Neurochemical Mediators of Anxiety have Inconsistent Effects on Hypothalamic Self‐Stimulation in Rats

Abstract

We studied effects of anxiogenic and anxiolytic compounds on the electric self-stimulation of the medial forebrain bundle in male rats to find out if there is a link between reward and anxiety-related behaviours. The cholecystokinin agonist, caerulein (25-100 μg/kg) and the 5-HT agonist 1-(3-chlorophenyl)piperazine (0.2-1 mg/kg) dose-dependently inhibited the electric self-stimulation. The 5-HT_2A antagonist, ketanserin, at 2.5 mg/kg, increased the self-stimulation at high currents but not at threshold current. The 5-HT₃ antagonist ondansetron (10 and 100 μg/kg). The α₁-adrenergic antagonist, prazosin (0.125 and 0.5 mg/kg), the β-adrenergic antagonist, propranolol (5 and 10 mg/kg) and the α₂-adrenoreceptor antagonist, atipamezole (4 mg/kg), did not affect the self-stimulation.

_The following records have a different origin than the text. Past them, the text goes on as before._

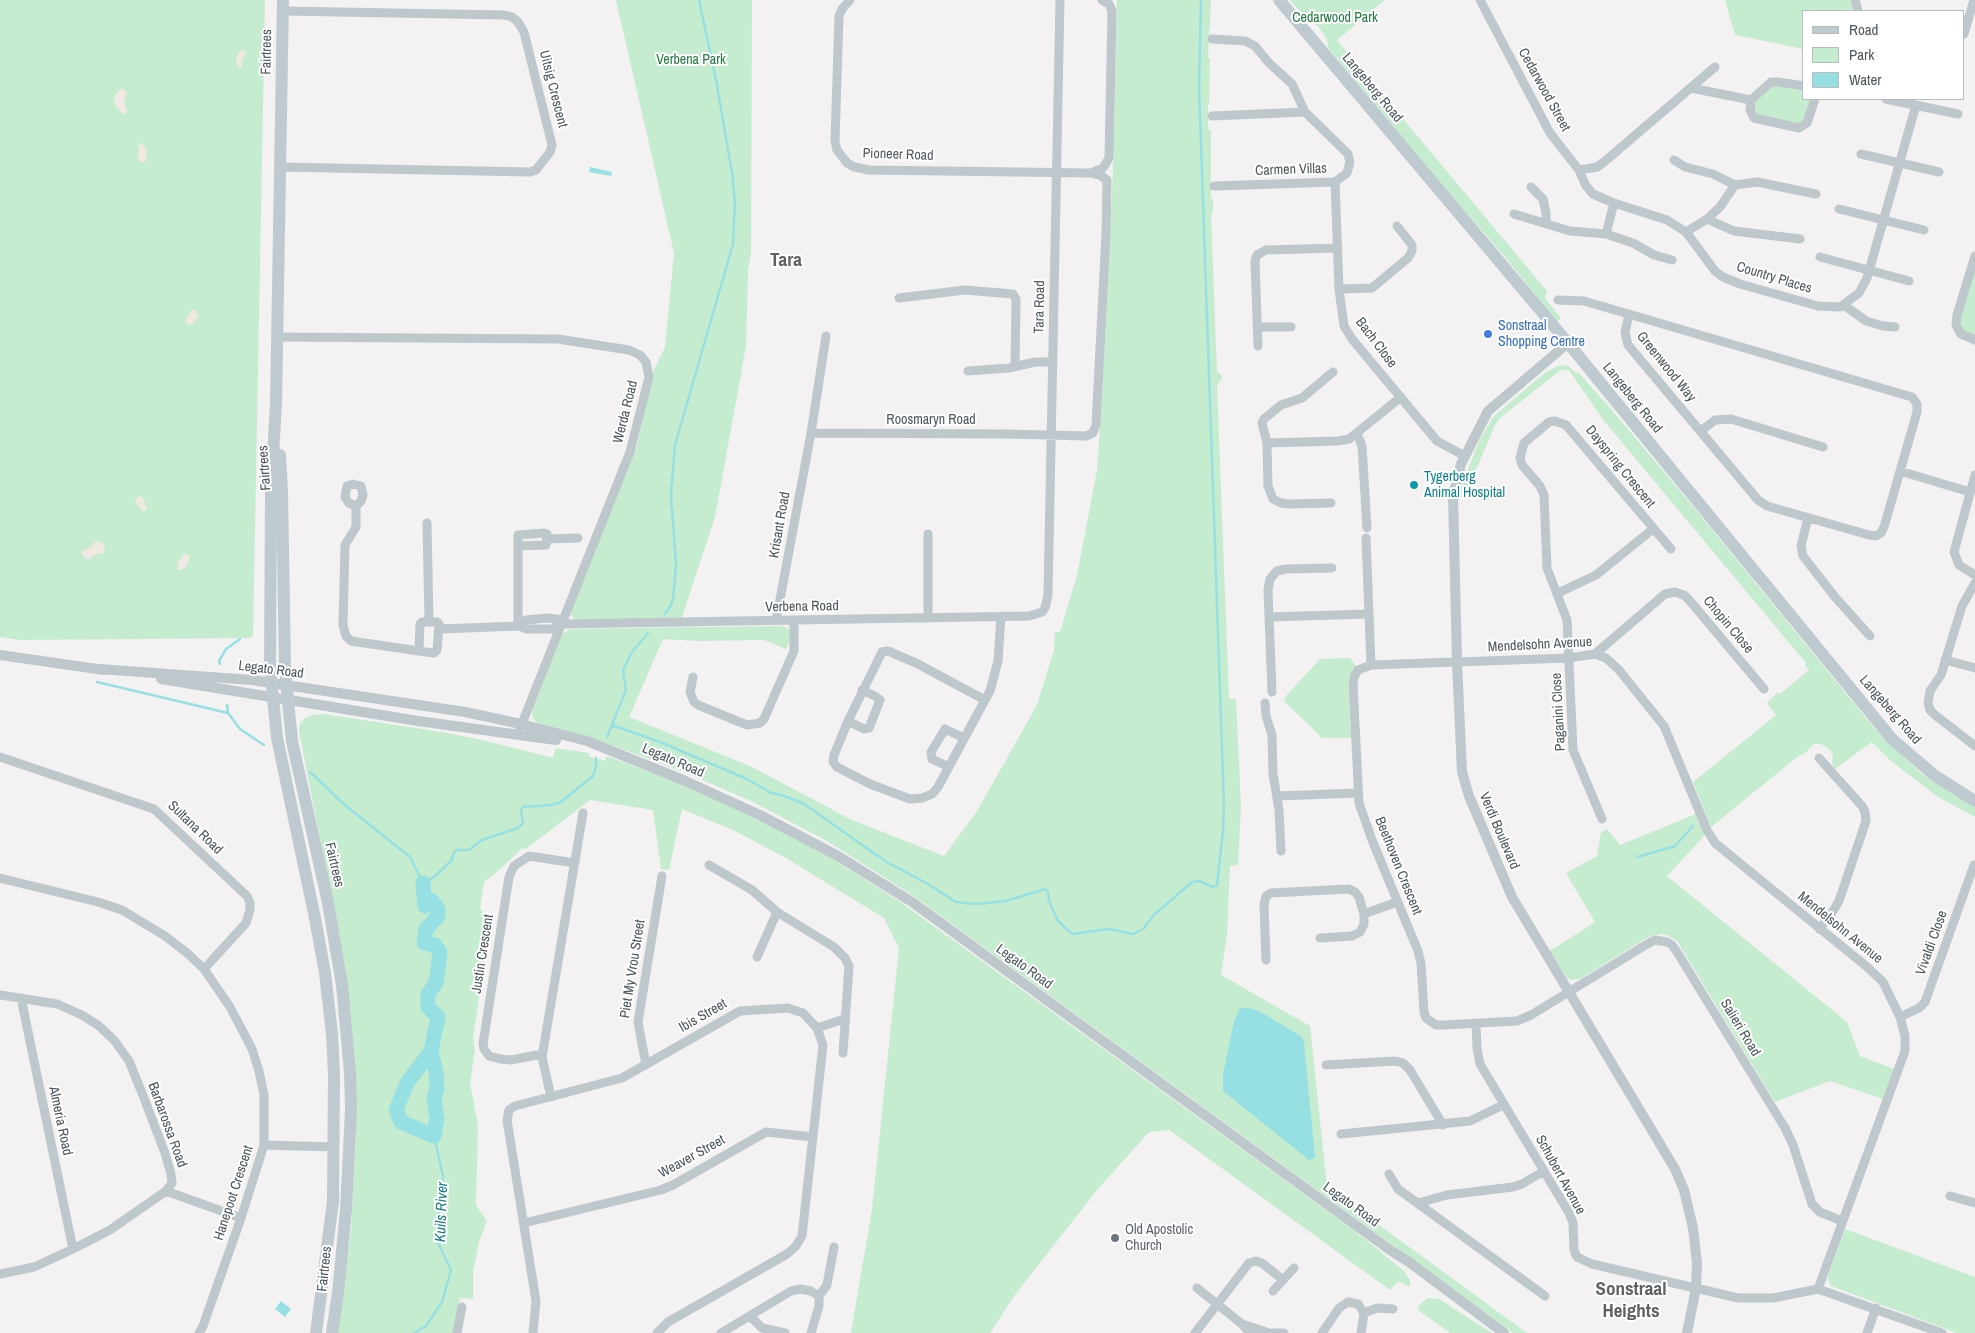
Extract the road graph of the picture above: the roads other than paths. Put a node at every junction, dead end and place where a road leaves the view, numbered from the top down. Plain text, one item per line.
1 (850, 0) edge
2 (1060, 0) edge
3 (1102, 0) edge
4 (1278, 0) edge
5 (1480, 0) edge
6 (1974, 0) edge
7 (283, 5) edge
8 (1965, 31) edge
9 (1212, 39) dead end
10 (1715, 67) dead end
11 (1802, 86) edge
12 (1691, 88) junction
13 (1751, 100) junction
14 (1815, 100) edge
15 (1891, 100) edge
16 (1916, 105) junction
17 (1305, 112) junction
18 (1958, 114) dead end
19 (1212, 116) dead end
20 (1861, 154) dead end
21 (1674, 160) dead end
22 (1900, 163) junction
23 (280, 167) junction
24 (1579, 170) junction
25 (1056, 172) junction
26 (1940, 172) dead end
27 (1091, 173) junction
28 (1335, 182) junction
29 (1735, 185) junction
30 (1214, 186) dead end
31 (1531, 187) dead end
32 (1816, 194) dead end
33 (1614, 203) junction
34 (1839, 209) dead end
35 (1514, 214) dead end
36 (1707, 219) junction
37 (1884, 220) junction
38 (1546, 223) junction
39 (1397, 226) dead end
40 (1924, 230) dead end
41 (1686, 232) junction
42 (1606, 234) junction
43 (1800, 239) dead end
44 (1338, 248) junction
45 (1975, 256) edge
46 (1820, 257) dead end
47 (1672, 260) dead end
48 (1869, 270) junction
49 (1909, 281) dead end
50 (1339, 289) junction
51 (899, 298) dead end
52 (1558, 300) dead end
53 (1844, 305) junction
54 (1629, 314) junction
55 (1291, 327) dead end
56 (1895, 327) dead end
57 (1258, 328) junction
58 (826, 336) dead end
59 (277, 337) junction
60 (1975, 340) edge
61 (1568, 343) junction
62 (1258, 346) dead end
63 (1052, 362) junction
64 (1015, 367) junction
65 (968, 371) dead end
66 (1333, 372) dead end
67 (1401, 397) junction
68 (276, 404) junction
69 (1701, 431) junction
70 (810, 433) junction
71 (1357, 434) junction
72 (1050, 435) junction
73 (1267, 443) junction
74 (1823, 447) dead end
75 (1465, 456) junction
76 (1900, 471) junction
77 (1975, 475) edge
78 (1970, 492) junction
79 (1331, 503) dead end
80 (356, 506) dead end
81 (1808, 518) junction
82 (427, 523) dead end
83 (1366, 528) dead end
84 (1653, 529) junction
85 (928, 534) dead end
86 (578, 538) dead end
87 (1366, 538) dead end
88 (1671, 549) dead end
89 (1332, 568) dead end
90 (1975, 575) edge
91 (1975, 583) edge
92 (1558, 593) junction
93 (1042, 612) joint
94 (1369, 614) junction
95 (1001, 616) junction
96 (1269, 617) junction
97 (928, 618) junction
98 (776, 621) junction
99 (794, 621) junction
100 (429, 622) junction
101 (562, 624) junction
102 (519, 626) junction
103 (439, 629) junction
104 (1870, 636) dead end
105 (1612, 639) junction
106 (419, 651) junction
107 (1595, 654) junction
108 (0, 655) edge
109 (1569, 658) junction
110 (1945, 660) junction
111 (1457, 662) junction
112 (1612, 662) junction
113 (1371, 665) junction
114 (1975, 668) edge
115 (99, 669) junction
116 (693, 678) dead end
117 (271, 683) junction
118 (286, 685) junction
119 (862, 690) junction
120 (1764, 690) dead end
121 (1272, 692) dead end
122 (273, 698) junction
123 (288, 700) junction
124 (985, 700) junction
125 (1265, 703) dead end
126 (848, 721) junction
127 (520, 729) junction
128 (964, 738) junction
129 (1975, 746) edge
130 (0, 757) edge
131 (1819, 758) dead end
132 (949, 767) junction
133 (1358, 792) junction
134 (1277, 796) junction
135 (1975, 801) edge
136 (583, 813) dead end
137 (1602, 820) dead end
138 (1282, 851) dead end
139 (575, 863) junction
140 (1974, 864) edge
141 (709, 865) dead end
142 (662, 876) dead end
143 (0, 878) edge
144 (1397, 902) junction
145 (777, 912) junction
146 (1364, 914) junction
147 (1820, 929) junction
148 (1320, 938) dead end
149 (757, 957) dead end
150 (1266, 960) dead end
151 (204, 969) junction
152 (1569, 991) junction
153 (0, 995) edge
154 (20, 998) junction
155 (1900, 1018) junction
156 (844, 1019) junction
157 (1476, 1025) junction
158 (817, 1028) junction
159 (843, 1053) dead end
160 (542, 1057) junction
161 (646, 1065) junction
162 (1326, 1065) dead end
163 (551, 1097) junction
164 (1503, 1105) junction
165 (1443, 1125) junction
166 (1340, 1134) dead end
167 (813, 1137) junction
168 (264, 1145) junction
169 (334, 1147) junction
170 (1544, 1171) junction
171 (1389, 1174) dead end
172 (166, 1191) junction
173 (1950, 1196) dead end
174 (1418, 1203) junction
175 (1975, 1203) edge
176 (241, 1218) junction
177 (1842, 1221) junction
178 (524, 1223) junction
179 (834, 1247) dead end
180 (73, 1250) junction
181 (1294, 1268) dead end
182 (0, 1274) edge
183 (1283, 1280) junction
184 (1196, 1288) dead end
185 (1696, 1288) junction
186 (1818, 1288) junction
187 (1273, 1291) dead end
188 (819, 1296) junction
189 (1545, 1296) dead end
190 (1218, 1304) junction
191 (462, 1307) dead end
192 (1876, 1308) junction
193 (1393, 1309) dead end
194 (1364, 1313) junction
195 (750, 1316) junction
196 (1242, 1324) junction
197 (1689, 1331) edge
198 (199, 1333) edge
199 (316, 1333) edge
200 (332, 1333) edge
201 (457, 1333) edge
202 (533, 1333) edge
203 (657, 1333) edge
204 (721, 1333) edge
205 (785, 1333) edge
206 (812, 1333) edge
207 (1195, 1333) edge
208 (1250, 1333) edge
209 (1270, 1333) edge
210 (1284, 1333) edge
211 (1322, 1333) edge
212 (1361, 1333) edge
213 (1504, 1333) edge
214 (1867, 1333) edge
215 (1942, 1333) edge

1 - 25 street, Pioneer Road
2 - 25 street, Tara Road
3 - 27 street
4 - 61 main road, Langeberg Road
5 - 24 street, Cedarwood Street
6 - 8 street
7 - 23 main road, Fairtrees
7 - 23 street, Uitsig Crescent
9 - 17 street, Carmen Villas
10 - 12 street
11 - 13 street
12 - 13 street
12 - 24 street
13 - 14 street
15 - 16 street
16 - 18 street
16 - 22 street
17 - 19 street
17 - 28 street, Carmen Villas
20 - 22 street
21 - 29 street
22 - 26 street
22 - 37 street
23 - 59 main road, Fairtrees
24 - 33 street, Cedarwood Street
25 - 27 street, Pioneer Road
25 - 63 street, Tara Road
27 - 72 street, Roosmaryn Road
28 - 30 street, Carmen Villas
28 - 44 street, Bach Close
29 - 32 street
29 - 36 street
31 - 38 street
33 - 41 street
33 - 42 street
34 - 37 street
35 - 38 street
36 - 41 street
36 - 43 street
37 - 40 street
37 - 48 street
38 - 42 street
39 - 50 street
41 - 53 street, Country Places
42 - 47 street
44 - 50 street, Bach Close
44 - 57 street
45 - 60 street
46 - 48 street
48 - 49 street
48 - 53 street
50 - 67 street, Bach Close
51 - 64 street
52 - 54 street
53 - 56 street
54 - 69 street, Greenwood Way
54 - 76 street, Greenwood Way
55 - 57 street
57 - 62 street
58 - 70 street, Krisant Road
59 - 68 main road, Fairtrees
59 - 101 street, Werda Road
61 - 75 street, Verdi Boulevard
61 - 135 main road, Langeberg Road
63 - 64 street
63 - 72 street, Tara Road
64 - 65 street
66 - 73 street
67 - 71 street
67 - 75 street, Bach Close
68 - 117 main road, Fairtrees
68 - 118 main road, Fairtrees
69 - 74 street
69 - 81 street, Greenwood Way
70 - 72 street, Roosmaryn Road
70 - 98 street, Krisant Road
71 - 73 street
71 - 83 street
72 - 93 street, Tara Road
73 - 79 street
75 - 111 street, Verdi Boulevard
76 - 78 street
76 - 81 street, Greenwood Way
77 - 78 street
78 - 90 street
80 - 106 street
81 - 104 street
82 - 100 street
84 - 88 street, Dayspring Crescent
84 - 92 street, Dayspring Crescent
84 - 92 street, Dayspring Crescent
85 - 97 street
86 - 102 street
87 - 94 street
89 - 96 street
91 - 110 street
92 - 109 street, Dayspring Crescent
93 - 95 street, Verbena Road
94 - 96 street
94 - 113 street
95 - 97 street, Verbena Road
95 - 124 street
96 - 121 street
97 - 99 street, Verbena Road
98 - 99 street, Verbena Road
98 - 101 street, Verbena Road
99 - 116 street
100 - 103 street
100 - 106 street
101 - 102 street, Verbena Road
101 - 127 street, Werda Road
102 - 103 street, Verbena Road
103 - 106 street
105 - 107 street, Chopin Close
105 - 112 street
105 - 120 street, Chopin Close
107 - 109 street, Mendelsohn Avenue
107 - 112 street, Mendelsohn Avenue
108 - 115 street, Legato Road
109 - 111 street, Mendelsohn Avenue
109 - 137 street, Paganini Close
110 - 114 street
110 - 129 street
111 - 113 street
111 - 152 street, Verdi Boulevard
112 - 147 street, Mendelsohn Avenue
113 - 133 street, Beethoven Crescent
115 - 117 street, Legato Road
115 - 122 street, Legato Road
117 - 118 street, Legato Road
117 - 122 main road, Fairtrees
118 - 123 main road, Fairtrees
118 - 127 street, Legato Road
119 - 124 street
119 - 126 street
119 - 126 street
122 - 123 street, Legato Road
122 - 169 main road, Fairtrees
123 - 127 street, Legato Road
123 - 200 main road, Fairtrees
124 - 128 street
125 - 134 street
126 - 132 street
127 - 213 street, Legato Road
128 - 132 street
128 - 132 street
130 - 151 street, Sultana Road
131 - 147 street
133 - 134 street
133 - 144 street, Beethoven Crescent
134 - 138 street
136 - 139 street
139 - 160 street
139 - 160 street, Justin Crescent
140 - 155 street, Vivaldi Close
141 - 145 street
142 - 161 street, Piet My Vrou Street
143 - 151 street, Hanepoot Crescent
144 - 146 street
144 - 157 street, Beethoven Crescent
145 - 149 street
145 - 156 street
146 - 148 street
146 - 150 street
147 - 155 street, Mendelsohn Avenue
151 - 168 street, Hanepoot Crescent
152 - 157 street, Beethoven Crescent
152 - 177 street, Salieri Road
152 - 185 street, Verdi Boulevard
153 - 154 street, Barbarossa Road
154 - 172 street, Barbarossa Road
154 - 180 street, Almeria Road
155 - 177 street, Mendelsohn Avenue
156 - 158 street
156 - 159 street
157 - 164 street, Schubert Avenue
158 - 161 street, Ibis Street
158 - 167 street
160 - 163 street
161 - 163 street, Ibis Street
162 - 165 street
163 - 178 street, Ibis Street
164 - 165 street
164 - 170 street, Schubert Avenue
165 - 166 street
167 - 178 street, Weaver Street
167 - 203 street
168 - 169 street
168 - 176 street, Hanepoot Crescent
169 - 199 main road, Fairtrees
170 - 174 street
170 - 185 street, Schubert Avenue
171 - 174 street
172 - 176 street
172 - 180 street
173 - 175 street
174 - 189 street
176 - 198 street, Hanepoot Crescent
177 - 186 street, Mendelsohn Avenue
178 - 202 street, Ibis Street
179 - 188 street
180 - 182 street
181 - 183 street
183 - 187 street
183 - 190 street
184 - 190 street
185 - 186 street
185 - 197 street, Verdi Boulevard
186 - 192 street
188 - 195 street
188 - 206 street
190 - 196 street
190 - 207 street
191 - 201 street
192 - 214 street
192 - 215 street
193 - 194 street
194 - 211 street
194 - 212 street
195 - 204 street
195 - 205 street
196 - 208 street
196 - 209 street
209 - 210 street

Nor did the benzodiazepine agonist, di-azepam (5-15 mg/kg), a benzodiazepine receptor antagonist flumazenil (at 10 and 25 mg/kg) or the inverse agonist of benzodiazepine receptors, N-methyl-β-carboline-3-carboxamide (10 and 20 mg/kg), cause any substantial changes of the self-stimulation. We conclude that only two anxiolytic drugs (caerulein and l-(3-chlorophenyl)piperazine) suppress the electric self-stimulation. These findings indicate that anxiogenicity as such is not able to weaken the hypothalamic electric self-stimulation. Anxiety and reward are apparently mediated through separate neural pathways.